Por Mariana Piccinelli, doctoranda en Historia, profesora de la Cátedra de Historia de Estados Unidos de América, Facultad de Filosofía y Letras (UBA)
La muerte de George Floyd el mes pasado en Minneapolis y las múltiples protestas que se desarrollaron a lo largo de todo el país trajeron nuevamente a la escena la cuestión racial en los Estados Unidos. Numerosos medios locales -que no dudan en mirar hacia otro lado cuando ocurre un hecho de violencia racial en la Argentina- remarcaron asombrados la escala que tomó el episodio, y el hecho de que no se había visto «algo así» desde 1968.
Lejos de ser algo que recrudece de vez en cuando, lo cierto es que la relación de los afroestadounidenses con el sistema policial y penal ha sido fuerte y constantemente conflictiva, desigual y violenta. Hay algunos sucesos que resaltan por su difusión masiva y los intensos reclamos que provocaron. Y para eso no hace falta remontarse a 1968. Sólo basta con recordar los disturbios de Los Ángeles en 1992 desencadenados tras la absolución de cuatro policías blancos que habían matado brutalmente al taxista afroestadounidense Rodney King un año antes.
O las más recientes protestas de 2014 que sucedieron a la muerte de Eric Garner en la ciudad de Nueva York, y culminaron con la muerte de Michael Brown en Ferguson, Missouri. Sin embargo, al observar algunos números importantes nos damos cuenta que la violencia hacia la comunidad afroestadounidense no es esporádica, sino permanente y estructural.
El Pew Research Center informó hace unos días que, según las cifras que surgen del sistema penitenciario, en el año 2017 los negros constituían el 12% de la población nacional, pero representaban el 33% de los prisioneros -y esto considerando sólo las personas que tenían sentencia mayores a un año. Más impactante aún son las tasas de reclusión: para el mismo año, se registraron 1.549 presos cada 100.000 habitantes negros, pero sólo 272 blancos cada 100.000 fueron encarcelados.

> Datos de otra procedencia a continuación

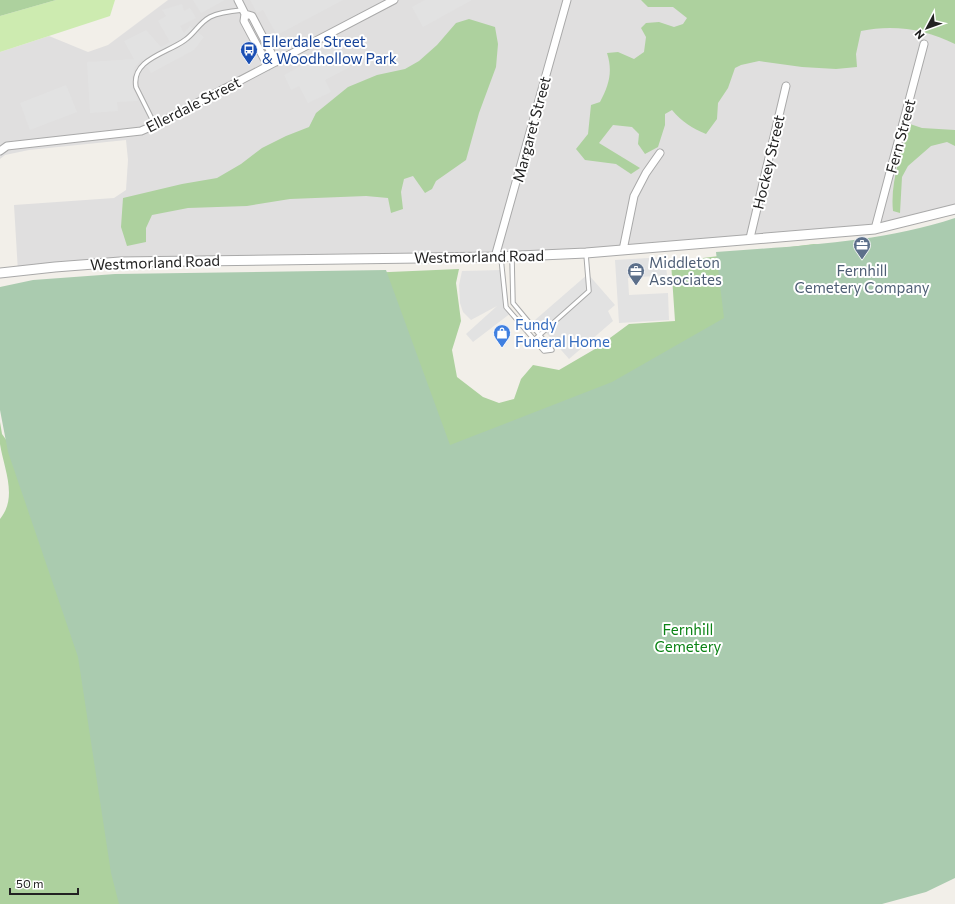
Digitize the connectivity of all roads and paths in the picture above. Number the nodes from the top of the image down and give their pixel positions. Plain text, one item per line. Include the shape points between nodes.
1 (238, 0) edge
2 (394, 0) edge
3 (567, 0) edge
4 (244, 12) junction
5 (924, 44) dead end
6 (276, 62) junction
7 (268, 66) junction
8 (786, 86) dead end
9 (155, 125) junction
10 (0, 151) edge
11 (660, 153) dead end
12 (955, 209) edge
13 (875, 229) junction
14 (750, 238) junction
15 (623, 250) junction
16 (586, 253) junction
17 (512, 256) junction
18 (498, 257) junction
19 (0, 273) edge
20 (540, 335) junction
21 (534, 340) junction

1 - 4 street
2 - 6 street, Ellerdale Street
3 - 18 street, Margaret Street
4 - 6 street via 252,16
4 - 7 street via 244,21
4 - 9 lane via 210,17 200,23 184,40 140,68 135,80 136,87
5 - 13 street, Fern Street
6 - 7 street, Ellerdale Street
7 - 9 street, Ellerdale Street
8 - 14 street, Hockey Street
9 - 10 street, Ellerdale Street via 141,131 7,146
11 - 15 street via 636,192
12 - 13 street, Westmorland Road
13 - 14 street, Westmorland Road
14 - 15 street, Westmorland Road
15 - 16 street, Westmorland Road
16 - 17 street, Westmorland Road
16 - 20 lane via 589,291
17 - 18 street, Westmorland Road
17 - 20 lane via 514,303
18 - 19 street, Westmorland Road via 128,262
18 - 21 lane via 506,307
20 - 21 lane
20 - 21 lane via 552,350 544,351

Esto nos lleva a pensar en una situación de violencia racial estructural, que no depende del accionar de policías o jueces específicos, sino que está enraizada en lo más profundo de la sociedad. Como dice la especialista Valeria Carbone, el racismo -entendido como sistema de creencias y actitudes que otorgan especial importancia a las diferencias raciales asignando a ciertas personas a una categoría inferior- adquiere poder cuando se institucionaliza y permite la subordinación y explotación de un grupo por sobre otros. Es este tipo de discriminación presente en las distintas instituciones sociales -que no se reducen sólo al sistema penal- la que estructura muchas de las situaciones que vemos «estallar» de vez en cuando.
Para la historiadora Bárbara J. Fields, la cuestión racial deriva necesariamente de la experiencia constante, cuyos términos se reactualizan periódicamente. Según ella existen rituales cotidianos que crean y recrean la raza. Las permanentes situaciones de opresión por las que deben atravesar los afroestadounidenses, que se traducen en menores oportunidades económicas, sociales y políticas son a la vez parte y consecuencia de estos rituales que en el día a día establecen los términos de la discriminación racial en los Estados Unidos.